Problem to work on> Report each line from the data below that holds the word "edges".

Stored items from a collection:
Start of Block
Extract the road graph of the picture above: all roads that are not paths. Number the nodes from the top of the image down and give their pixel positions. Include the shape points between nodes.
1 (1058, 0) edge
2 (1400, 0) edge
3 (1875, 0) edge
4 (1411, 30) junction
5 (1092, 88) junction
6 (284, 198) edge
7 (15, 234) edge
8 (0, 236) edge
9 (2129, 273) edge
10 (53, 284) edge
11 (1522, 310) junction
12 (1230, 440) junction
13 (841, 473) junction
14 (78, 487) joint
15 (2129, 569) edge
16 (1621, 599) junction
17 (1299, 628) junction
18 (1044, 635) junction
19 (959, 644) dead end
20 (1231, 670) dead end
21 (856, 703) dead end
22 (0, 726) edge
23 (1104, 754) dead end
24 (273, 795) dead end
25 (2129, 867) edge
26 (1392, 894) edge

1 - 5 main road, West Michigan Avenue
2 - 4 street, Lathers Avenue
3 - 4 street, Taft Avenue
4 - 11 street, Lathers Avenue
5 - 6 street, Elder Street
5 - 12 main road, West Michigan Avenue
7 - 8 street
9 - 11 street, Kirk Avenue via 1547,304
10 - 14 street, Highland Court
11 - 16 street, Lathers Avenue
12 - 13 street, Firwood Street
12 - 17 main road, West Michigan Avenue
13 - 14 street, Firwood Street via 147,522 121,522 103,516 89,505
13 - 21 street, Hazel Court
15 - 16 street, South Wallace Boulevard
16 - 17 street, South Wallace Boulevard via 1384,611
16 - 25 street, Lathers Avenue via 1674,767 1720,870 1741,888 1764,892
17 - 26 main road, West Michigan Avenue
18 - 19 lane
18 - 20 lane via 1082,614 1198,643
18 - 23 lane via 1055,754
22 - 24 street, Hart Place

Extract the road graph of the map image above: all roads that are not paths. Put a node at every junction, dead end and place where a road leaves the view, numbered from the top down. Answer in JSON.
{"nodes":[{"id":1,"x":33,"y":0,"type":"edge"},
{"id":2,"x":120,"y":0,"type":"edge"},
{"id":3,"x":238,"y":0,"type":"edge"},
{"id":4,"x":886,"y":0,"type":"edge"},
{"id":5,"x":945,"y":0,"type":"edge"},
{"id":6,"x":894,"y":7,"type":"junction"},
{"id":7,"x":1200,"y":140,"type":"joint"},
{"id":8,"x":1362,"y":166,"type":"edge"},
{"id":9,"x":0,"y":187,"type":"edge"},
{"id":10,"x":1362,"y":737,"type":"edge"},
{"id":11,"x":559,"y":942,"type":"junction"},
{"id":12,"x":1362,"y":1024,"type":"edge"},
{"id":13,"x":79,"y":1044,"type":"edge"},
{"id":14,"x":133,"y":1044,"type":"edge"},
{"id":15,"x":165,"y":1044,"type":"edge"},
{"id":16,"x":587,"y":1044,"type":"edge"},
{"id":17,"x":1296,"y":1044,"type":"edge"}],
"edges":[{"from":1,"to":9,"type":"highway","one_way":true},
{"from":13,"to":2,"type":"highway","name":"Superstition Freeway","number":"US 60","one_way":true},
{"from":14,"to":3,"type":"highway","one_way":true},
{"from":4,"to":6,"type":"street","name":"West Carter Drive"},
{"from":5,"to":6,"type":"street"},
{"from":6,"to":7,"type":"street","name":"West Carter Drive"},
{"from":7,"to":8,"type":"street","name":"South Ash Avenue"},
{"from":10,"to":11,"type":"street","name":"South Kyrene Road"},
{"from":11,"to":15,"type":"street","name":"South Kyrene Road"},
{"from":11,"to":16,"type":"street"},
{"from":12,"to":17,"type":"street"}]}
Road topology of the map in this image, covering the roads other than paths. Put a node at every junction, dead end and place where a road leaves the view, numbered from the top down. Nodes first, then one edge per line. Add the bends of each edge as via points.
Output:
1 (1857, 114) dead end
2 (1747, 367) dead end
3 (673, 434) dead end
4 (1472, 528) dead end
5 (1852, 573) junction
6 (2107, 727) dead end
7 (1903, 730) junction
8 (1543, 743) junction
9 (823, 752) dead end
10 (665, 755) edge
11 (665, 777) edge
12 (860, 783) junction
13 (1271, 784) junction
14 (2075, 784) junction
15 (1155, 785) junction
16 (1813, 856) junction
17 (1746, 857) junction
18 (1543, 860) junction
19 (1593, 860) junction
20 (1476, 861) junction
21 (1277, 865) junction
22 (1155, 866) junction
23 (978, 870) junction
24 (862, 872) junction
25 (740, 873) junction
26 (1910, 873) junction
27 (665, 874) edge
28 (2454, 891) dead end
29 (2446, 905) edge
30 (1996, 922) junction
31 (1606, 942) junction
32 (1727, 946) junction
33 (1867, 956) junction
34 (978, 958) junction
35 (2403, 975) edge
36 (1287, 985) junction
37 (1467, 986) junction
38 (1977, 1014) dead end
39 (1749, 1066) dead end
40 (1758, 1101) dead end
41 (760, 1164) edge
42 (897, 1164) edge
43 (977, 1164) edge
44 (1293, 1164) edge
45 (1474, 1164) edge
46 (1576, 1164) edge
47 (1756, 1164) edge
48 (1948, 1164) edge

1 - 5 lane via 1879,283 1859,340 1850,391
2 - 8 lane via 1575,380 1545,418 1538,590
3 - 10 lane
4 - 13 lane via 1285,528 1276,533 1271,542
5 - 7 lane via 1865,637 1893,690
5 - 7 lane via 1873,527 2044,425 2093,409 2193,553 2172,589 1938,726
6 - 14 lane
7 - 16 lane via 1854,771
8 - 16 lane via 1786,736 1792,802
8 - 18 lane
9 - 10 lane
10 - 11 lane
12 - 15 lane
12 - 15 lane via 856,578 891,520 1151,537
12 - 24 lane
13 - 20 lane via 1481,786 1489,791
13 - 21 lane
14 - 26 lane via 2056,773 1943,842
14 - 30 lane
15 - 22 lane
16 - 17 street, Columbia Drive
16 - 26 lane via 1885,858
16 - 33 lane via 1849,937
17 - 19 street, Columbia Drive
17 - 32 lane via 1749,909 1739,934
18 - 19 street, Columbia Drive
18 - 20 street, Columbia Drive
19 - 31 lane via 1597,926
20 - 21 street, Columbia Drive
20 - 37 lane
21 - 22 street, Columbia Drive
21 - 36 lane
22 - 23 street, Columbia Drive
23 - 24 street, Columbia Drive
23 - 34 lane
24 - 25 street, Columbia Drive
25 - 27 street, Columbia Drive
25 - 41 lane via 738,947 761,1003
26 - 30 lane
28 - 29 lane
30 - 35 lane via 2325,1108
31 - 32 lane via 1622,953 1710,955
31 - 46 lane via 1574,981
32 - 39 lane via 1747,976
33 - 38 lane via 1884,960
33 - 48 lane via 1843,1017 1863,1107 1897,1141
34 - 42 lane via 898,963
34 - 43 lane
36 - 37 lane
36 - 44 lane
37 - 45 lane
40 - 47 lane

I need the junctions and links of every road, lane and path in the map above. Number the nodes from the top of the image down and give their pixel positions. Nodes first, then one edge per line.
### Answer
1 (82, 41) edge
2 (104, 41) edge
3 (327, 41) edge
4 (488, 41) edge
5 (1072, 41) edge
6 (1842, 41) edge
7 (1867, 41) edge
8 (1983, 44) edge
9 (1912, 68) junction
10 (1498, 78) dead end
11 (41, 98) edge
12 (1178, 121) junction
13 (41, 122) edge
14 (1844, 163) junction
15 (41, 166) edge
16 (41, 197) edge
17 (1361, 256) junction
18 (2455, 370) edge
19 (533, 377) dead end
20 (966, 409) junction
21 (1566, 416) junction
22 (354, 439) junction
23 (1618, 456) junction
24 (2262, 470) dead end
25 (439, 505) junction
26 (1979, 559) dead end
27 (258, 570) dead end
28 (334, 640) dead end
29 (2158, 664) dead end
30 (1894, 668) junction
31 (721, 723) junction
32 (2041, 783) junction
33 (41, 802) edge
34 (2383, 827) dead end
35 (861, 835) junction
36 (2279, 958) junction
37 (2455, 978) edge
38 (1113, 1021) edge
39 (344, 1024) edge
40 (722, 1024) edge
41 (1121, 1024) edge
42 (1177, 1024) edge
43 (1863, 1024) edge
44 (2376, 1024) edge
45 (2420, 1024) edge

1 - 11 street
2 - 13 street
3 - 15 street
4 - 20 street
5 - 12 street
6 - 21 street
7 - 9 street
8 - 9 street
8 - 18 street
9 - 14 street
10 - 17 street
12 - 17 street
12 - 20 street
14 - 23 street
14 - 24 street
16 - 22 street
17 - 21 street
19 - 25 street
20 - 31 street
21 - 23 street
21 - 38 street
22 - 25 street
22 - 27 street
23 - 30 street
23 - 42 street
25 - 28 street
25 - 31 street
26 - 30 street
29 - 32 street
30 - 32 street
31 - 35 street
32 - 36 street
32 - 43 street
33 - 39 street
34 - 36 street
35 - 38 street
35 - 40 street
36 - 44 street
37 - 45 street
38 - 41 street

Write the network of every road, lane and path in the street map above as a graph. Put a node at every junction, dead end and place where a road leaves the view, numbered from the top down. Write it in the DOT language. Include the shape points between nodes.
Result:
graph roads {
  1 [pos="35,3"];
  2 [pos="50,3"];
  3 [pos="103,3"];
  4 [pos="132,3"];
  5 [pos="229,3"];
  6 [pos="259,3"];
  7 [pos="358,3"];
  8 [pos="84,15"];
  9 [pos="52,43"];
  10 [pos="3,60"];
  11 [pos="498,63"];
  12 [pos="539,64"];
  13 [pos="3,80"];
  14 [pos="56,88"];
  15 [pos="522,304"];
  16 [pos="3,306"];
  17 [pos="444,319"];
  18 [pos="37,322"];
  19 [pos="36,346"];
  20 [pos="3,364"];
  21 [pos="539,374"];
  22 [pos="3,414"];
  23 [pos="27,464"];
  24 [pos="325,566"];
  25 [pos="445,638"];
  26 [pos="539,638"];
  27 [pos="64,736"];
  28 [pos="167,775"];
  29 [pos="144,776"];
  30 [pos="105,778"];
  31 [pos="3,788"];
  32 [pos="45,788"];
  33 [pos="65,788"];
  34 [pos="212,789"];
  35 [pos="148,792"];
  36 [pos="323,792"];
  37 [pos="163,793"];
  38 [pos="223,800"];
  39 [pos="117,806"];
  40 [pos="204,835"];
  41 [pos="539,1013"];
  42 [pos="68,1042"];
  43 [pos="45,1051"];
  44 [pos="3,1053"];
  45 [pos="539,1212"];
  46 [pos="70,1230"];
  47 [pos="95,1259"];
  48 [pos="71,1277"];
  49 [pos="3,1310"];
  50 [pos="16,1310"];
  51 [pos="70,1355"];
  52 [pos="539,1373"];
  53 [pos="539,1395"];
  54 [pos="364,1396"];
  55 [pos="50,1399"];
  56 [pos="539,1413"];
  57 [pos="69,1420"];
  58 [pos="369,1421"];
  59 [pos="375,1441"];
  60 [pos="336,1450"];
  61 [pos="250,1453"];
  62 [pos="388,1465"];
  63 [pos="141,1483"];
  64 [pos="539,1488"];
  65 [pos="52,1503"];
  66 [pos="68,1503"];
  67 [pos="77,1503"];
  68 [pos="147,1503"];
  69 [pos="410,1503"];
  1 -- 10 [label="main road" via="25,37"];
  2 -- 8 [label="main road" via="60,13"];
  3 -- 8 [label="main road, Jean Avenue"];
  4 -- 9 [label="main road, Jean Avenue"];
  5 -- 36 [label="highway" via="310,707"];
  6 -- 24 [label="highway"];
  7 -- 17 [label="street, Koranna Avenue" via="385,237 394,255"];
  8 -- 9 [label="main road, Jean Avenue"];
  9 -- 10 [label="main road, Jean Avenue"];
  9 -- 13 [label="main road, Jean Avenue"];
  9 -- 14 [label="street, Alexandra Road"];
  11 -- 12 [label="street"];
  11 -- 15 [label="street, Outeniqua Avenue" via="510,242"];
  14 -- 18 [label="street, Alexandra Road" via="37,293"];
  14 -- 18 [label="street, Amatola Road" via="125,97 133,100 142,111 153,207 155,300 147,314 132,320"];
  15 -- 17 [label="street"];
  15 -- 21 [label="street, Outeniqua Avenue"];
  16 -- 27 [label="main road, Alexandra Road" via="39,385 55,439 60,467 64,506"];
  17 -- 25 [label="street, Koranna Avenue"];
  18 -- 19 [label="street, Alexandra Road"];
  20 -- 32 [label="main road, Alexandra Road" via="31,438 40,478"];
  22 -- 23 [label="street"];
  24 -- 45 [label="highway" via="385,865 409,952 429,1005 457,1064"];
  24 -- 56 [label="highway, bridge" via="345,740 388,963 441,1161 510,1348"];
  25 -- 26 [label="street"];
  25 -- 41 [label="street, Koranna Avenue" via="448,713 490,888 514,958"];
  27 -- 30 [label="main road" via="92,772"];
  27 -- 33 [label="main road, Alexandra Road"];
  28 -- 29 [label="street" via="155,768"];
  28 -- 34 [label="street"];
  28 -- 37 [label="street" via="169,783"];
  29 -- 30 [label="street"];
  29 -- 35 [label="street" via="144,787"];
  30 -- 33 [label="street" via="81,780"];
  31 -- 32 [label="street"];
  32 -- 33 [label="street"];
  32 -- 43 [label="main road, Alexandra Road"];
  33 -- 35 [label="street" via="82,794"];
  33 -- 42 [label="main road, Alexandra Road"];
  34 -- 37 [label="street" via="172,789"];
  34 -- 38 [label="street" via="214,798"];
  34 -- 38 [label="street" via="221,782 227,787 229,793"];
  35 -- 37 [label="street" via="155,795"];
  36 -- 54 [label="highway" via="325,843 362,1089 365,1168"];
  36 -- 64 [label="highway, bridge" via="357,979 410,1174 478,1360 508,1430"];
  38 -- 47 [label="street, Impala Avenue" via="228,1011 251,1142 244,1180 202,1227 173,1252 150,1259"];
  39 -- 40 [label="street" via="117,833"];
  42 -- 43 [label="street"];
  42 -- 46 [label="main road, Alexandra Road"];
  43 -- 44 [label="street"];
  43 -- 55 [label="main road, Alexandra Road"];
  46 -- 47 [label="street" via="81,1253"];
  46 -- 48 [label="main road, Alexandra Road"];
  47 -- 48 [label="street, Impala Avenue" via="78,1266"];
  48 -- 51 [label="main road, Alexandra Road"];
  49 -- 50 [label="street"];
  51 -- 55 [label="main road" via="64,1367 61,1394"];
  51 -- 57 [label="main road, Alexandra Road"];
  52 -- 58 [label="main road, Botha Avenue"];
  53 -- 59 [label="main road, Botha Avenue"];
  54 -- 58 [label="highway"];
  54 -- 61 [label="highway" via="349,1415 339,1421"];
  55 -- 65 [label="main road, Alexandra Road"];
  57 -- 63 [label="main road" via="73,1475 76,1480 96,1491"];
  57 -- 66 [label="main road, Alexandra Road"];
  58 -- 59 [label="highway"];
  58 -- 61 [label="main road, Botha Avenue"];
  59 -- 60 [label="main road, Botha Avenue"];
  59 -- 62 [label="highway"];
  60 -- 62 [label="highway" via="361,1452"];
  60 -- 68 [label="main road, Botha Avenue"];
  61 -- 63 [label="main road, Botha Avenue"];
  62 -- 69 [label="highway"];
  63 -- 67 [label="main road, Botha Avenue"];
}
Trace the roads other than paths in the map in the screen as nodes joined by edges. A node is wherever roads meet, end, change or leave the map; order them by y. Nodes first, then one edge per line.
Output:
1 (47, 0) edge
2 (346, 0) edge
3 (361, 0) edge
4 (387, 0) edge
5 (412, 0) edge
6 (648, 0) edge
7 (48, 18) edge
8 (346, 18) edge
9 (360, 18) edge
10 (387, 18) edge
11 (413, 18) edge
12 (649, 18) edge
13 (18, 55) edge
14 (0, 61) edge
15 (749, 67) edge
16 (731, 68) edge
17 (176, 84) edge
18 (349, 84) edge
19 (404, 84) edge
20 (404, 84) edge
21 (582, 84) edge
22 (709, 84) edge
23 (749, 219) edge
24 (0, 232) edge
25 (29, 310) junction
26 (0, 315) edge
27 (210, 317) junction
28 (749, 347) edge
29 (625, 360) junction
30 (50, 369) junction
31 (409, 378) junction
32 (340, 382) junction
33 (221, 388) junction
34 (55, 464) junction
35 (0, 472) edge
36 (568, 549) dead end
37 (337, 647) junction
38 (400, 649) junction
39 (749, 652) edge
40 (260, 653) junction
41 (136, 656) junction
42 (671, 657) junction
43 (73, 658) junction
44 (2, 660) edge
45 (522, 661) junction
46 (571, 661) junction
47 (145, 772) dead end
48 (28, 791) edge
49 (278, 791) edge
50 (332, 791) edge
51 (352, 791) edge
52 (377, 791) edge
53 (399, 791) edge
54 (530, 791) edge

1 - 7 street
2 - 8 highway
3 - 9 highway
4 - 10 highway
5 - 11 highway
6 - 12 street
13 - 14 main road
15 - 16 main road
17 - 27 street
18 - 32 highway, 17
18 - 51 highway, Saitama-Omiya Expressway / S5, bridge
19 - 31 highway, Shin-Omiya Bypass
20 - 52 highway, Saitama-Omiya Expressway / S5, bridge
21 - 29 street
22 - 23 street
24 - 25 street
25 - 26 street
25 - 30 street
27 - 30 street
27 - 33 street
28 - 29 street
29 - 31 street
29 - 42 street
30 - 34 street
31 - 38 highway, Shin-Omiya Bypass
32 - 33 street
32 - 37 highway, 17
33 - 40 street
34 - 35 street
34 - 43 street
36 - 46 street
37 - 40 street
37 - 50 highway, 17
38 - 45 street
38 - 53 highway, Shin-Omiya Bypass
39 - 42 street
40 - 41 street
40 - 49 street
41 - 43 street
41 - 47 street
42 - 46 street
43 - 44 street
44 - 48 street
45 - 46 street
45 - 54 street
End of Block
Solved problem>
"edges":[{"from":1,"to":9,"type":"highway","one_way":true},
Trace the roads other than paths in the map in the screen as nodes joined by edges. A node is wherever roads meet, end, change or leave the map; order them by y. Nodes first, then one edge per line.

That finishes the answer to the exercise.